Mr. Lee’s collaboration with teenage interracial (or “salt and pepper”) band the Constellations, his recording of white lounge singer Bill Allen with the African American group the Masters of Soul, and his own self-identification as a country music songwriter, singer, and stylist demonstrate his persistent commitment to implementing his position as an artist and community leader to nudge tense racial relations towards acceptance and the integration of working musicians and audiences. He persevered despite criticism of his countrified tastes by the African American community, much as the Constellations persevered despite criticism and hostility from some white audiences. Perhaps most importantly, Mr. Lee is a profoundly talented songwriter who is capable of transposing both deeply personal sacred and secular experience into forms of popular song. Like the greatest vernacular artists, he straddles specious genre conventions, embracing tradition and innovation in equal measure. Although shaped by more broadly Southern sounds, his music emerges from a particularly rural local musical identity and sense of place.
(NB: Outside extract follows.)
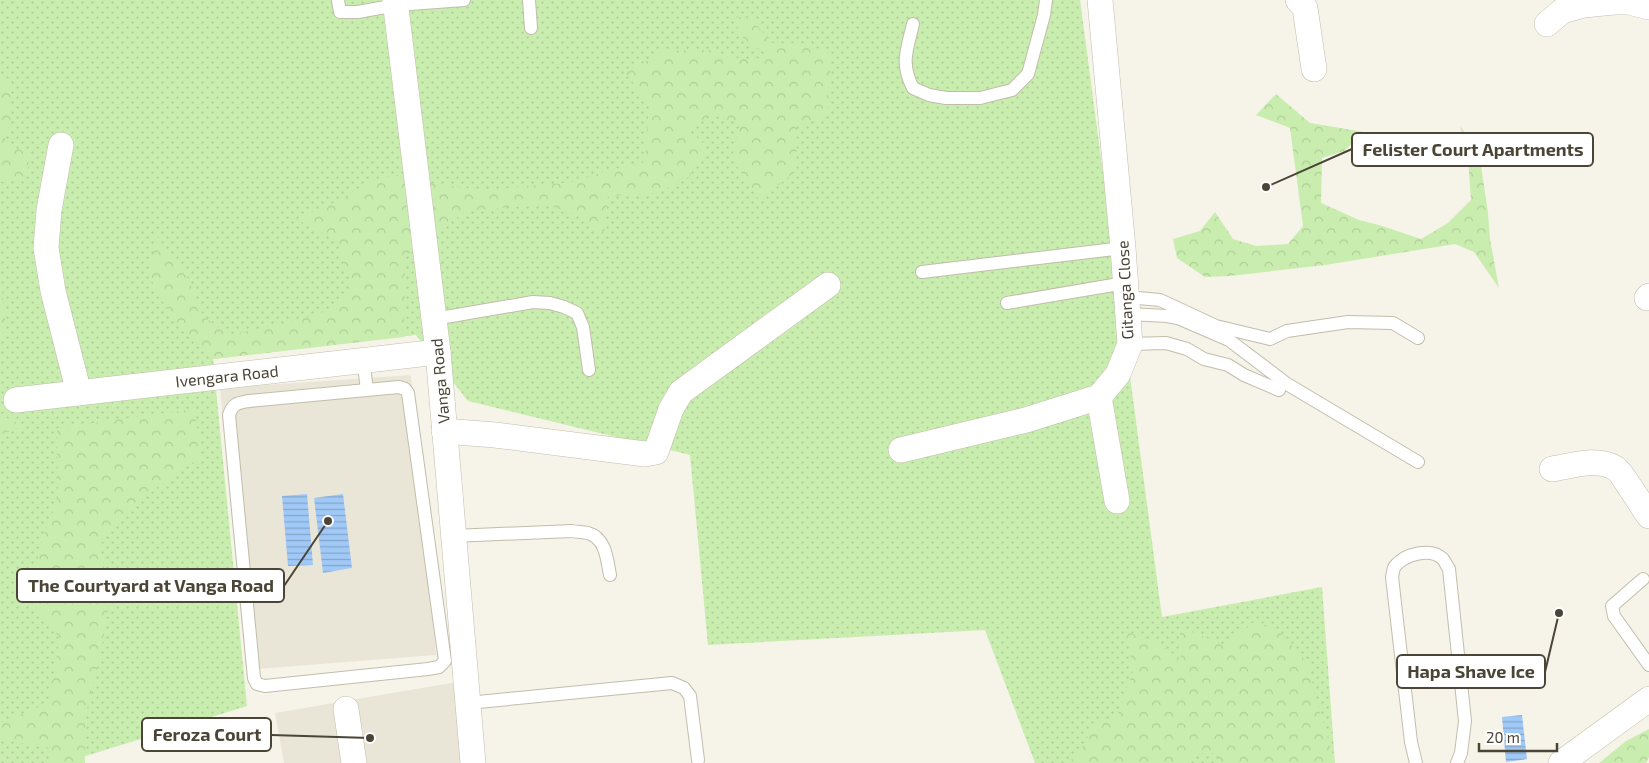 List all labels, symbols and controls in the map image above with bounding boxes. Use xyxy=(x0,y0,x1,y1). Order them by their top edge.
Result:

David’s body of work qualifies as both Ben-Amos’s “artistic communication in small groups,” the music of a community, and as popular songs with international appeal—specific to Cleveland County, but embraced by global soul and gospel listeners. His plainspoken lyrics address romantic loss and spiritual enlightenment alike, and regardless of his roots in country music, the mutable songs sit comfortably and compellingly within soul, funk, gospel, rock, and pop arrangements and performances. This easy adaptability accounts in part for the longevity of his music, especially the legendary Ann Sexton records, so beloved worldwide.

Brendan Greaves and Jason Perlmutter are co-founders of Paradise of Bachelors record label (paradiseofbachelors.com), whose first release, Said I Had a Vision: Songs and Labels of David Lee, 1960-1988, includes extensive liner notes offering further details and many reflections from Mr. Lee drawn from over two years of conversations.

Original publication:
Greaves, Brendan, and Jason Perlmutter. “David Lee: Singer, Songwriter, Record-Label and Record-Shop Owner.” North Carolina Folklore Journal 58.2 (2011): 14-19.